Wednesday, March 28, 2012

The Positive Effects of Double Gloving- Revisited

Here is a paper on double gloving in the OR, published in AORN.


Source: Infection Control Today
The primary reason to double glove is to limit the risk of percutaneous injuries to operator, thereby reducing the risk of transmission of blood borne pathogens such as HIV, Hepatitis B and C.


Double gloving or double gloving with an indicator glove system may provide greater protection to the surgeon. During a 24 month survey, the investigators utilized a  comparative design to examine the effect of double gloving with inner indicator gloves on the durability of inner gloves and the detection of glove tears or perforations during surgery.
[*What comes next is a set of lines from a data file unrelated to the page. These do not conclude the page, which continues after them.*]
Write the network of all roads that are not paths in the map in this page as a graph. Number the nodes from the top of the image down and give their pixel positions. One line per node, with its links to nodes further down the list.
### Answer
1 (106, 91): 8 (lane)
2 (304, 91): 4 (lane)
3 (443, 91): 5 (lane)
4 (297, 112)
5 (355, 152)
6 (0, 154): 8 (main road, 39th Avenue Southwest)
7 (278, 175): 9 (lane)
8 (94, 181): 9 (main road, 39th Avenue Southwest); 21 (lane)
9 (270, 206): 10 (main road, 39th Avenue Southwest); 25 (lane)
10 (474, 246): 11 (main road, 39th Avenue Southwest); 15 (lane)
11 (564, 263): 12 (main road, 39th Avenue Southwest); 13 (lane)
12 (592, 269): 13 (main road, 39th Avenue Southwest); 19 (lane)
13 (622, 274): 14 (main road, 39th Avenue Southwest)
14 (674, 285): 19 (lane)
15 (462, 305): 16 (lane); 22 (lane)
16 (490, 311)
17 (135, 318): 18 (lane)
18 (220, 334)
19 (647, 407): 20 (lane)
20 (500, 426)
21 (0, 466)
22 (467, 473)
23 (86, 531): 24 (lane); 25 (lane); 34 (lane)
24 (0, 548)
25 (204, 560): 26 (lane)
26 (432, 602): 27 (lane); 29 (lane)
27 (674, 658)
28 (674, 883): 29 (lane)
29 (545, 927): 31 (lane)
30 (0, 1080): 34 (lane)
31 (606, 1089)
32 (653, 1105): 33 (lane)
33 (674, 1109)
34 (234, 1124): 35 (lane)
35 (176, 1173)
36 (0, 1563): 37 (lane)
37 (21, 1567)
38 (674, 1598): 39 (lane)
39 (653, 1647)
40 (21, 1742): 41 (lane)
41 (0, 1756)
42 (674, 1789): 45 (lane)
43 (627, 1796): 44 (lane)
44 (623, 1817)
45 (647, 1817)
The study was conducted in 2 major medical centers and a shock-trauma center. Twenty one surgical specialties were included and 8,723 pairs of double gloves were analyzed


The detection of blood on the hand after surgery was greater with single gloving (75%) than with double gloving (75% vs 25%) and the frequency of changing gloves during surgery was significantly higher among those who double gloved with an indicator glove system (70%) versus double gloving alone (59%). The majority of health care providers studied expressed favorable views about double gloving


In brief, double gloving results in fewer blood exposures and results in early detection of a perforated outer glove if a colored, indicator underglove is donned.


Of course, these finding are not all that new, but, they do add to the body of literature in support of double gloving as a safety measure. 


So why isn't uptake universal? Some surgeons are skeptical about practice changes and some have a disregard for evidence based practice. However, across healthcare systems, there are active resistors and organizational constipators blocking infection prevention and safety efforts. This is likely at play too.


 The evidence is mounting. Time to hop on the safety-wagon.